When you have a conversation with your partner, do you nod in agreement and not really listen? We all do this at times, however, doing this causes us to miss not only what our partner is saying, but also what they are trying to convey between the lines. When your partner speaks to you, concentrate only on what they are saying and try to figure out if there are any hidden messages. Sometimes they will try to say something that is not easy for them to talk about, making it all the harder when it falls on deaf ears. When you learn how to really listen, you will start to see your partner as a more interesting person and as having something to say, which will certainly help bring back the spark to your marriage.
Many people who are dissatisfied with how their lives are conducted, for example in the workplace, bring the negative feelings home with them, which adversely affects their marital relationship. If you want to make changes in your life, do not hesitate to do so and talk about it with your partner. You may be surprised to discover that they, too, want to do things they were afraid to talk about until you opened up to them.
Try not to judge each other for what is said, but support each other and pursue your dreams together. It may be scary at times, but you will feel a renewed excitement in your life which will seep into your relationship in a more positive way than the regret you may have experienced before trying to change your actions.
This may sound strange but when you’re in a relationship, you don’t need to lower your expectations but rather eliminate them entirely. According to life coach Pam Bauer, when people expect certain things from their partner that doesn’t actually happen, there will always be a sense of disappointment in the relationship.
Over time, expectations and lack of fulfilling them become a point-counting thing in which one side always loses, which can certainly kill the spark in the relationship. Remember that your partner isn’t a mind reader and they don’t know what you expect or what you want. Once you do this, you can free yourself from the frustration you felt when your expectations aren’t met and work on improving the relationship in a way that suits both of you.
Most people’s daily routine includes work, household chores, family life, and sleep. These habitual practices cause many people to neglect their relationship, which can put out the much sought after spark. To bring it back into your relationship, do things you've never done with your partner. It can be something as small as cooking a special meal you’ve always wanted to taste or something big and exciting like skydiving. These actions will help you strengthen the bond between the both of you and allow you to get excited again in each other's company.
How many times have you had a conversation with your partner that turned into a fight? This usually happens when our partner asks us to change something in our behavior, but instead of understanding that it is a request, we hear their words as harsh criticism. To avoid this, it is important that you understand the difference between criticism and a complaint.
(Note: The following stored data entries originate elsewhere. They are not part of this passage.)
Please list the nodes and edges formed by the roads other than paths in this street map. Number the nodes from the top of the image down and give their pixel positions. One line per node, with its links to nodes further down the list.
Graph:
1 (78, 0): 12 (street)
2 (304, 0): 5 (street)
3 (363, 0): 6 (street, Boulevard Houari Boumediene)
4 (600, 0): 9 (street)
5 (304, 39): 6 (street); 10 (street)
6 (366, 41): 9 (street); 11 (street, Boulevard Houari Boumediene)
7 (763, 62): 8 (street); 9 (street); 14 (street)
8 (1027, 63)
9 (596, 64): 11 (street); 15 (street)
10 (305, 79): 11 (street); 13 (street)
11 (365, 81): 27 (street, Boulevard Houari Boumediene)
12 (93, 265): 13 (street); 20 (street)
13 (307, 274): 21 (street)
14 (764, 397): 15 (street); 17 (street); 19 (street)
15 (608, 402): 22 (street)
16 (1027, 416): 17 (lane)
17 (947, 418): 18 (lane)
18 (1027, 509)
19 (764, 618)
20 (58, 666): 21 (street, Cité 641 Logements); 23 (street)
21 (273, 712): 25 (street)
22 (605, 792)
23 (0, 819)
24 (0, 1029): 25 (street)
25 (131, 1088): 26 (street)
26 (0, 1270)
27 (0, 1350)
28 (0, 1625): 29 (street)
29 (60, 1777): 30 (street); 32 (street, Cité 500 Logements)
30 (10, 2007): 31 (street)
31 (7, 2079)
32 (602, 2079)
Criticism is an attack on a person’s character with the purpose of causing them pain, while a complaint is intended to improve the person's actions. If, for example, you hear a sentence like "You used to help clean the house," don’t be offended. This is a request for help rather than a personal assault, and there is no need to start an unnecessary argument. Keeping your relationship at peace and maintaining healthy, non-aggressive conversations will help you communicate better and feel more comfortable with each other than ever before.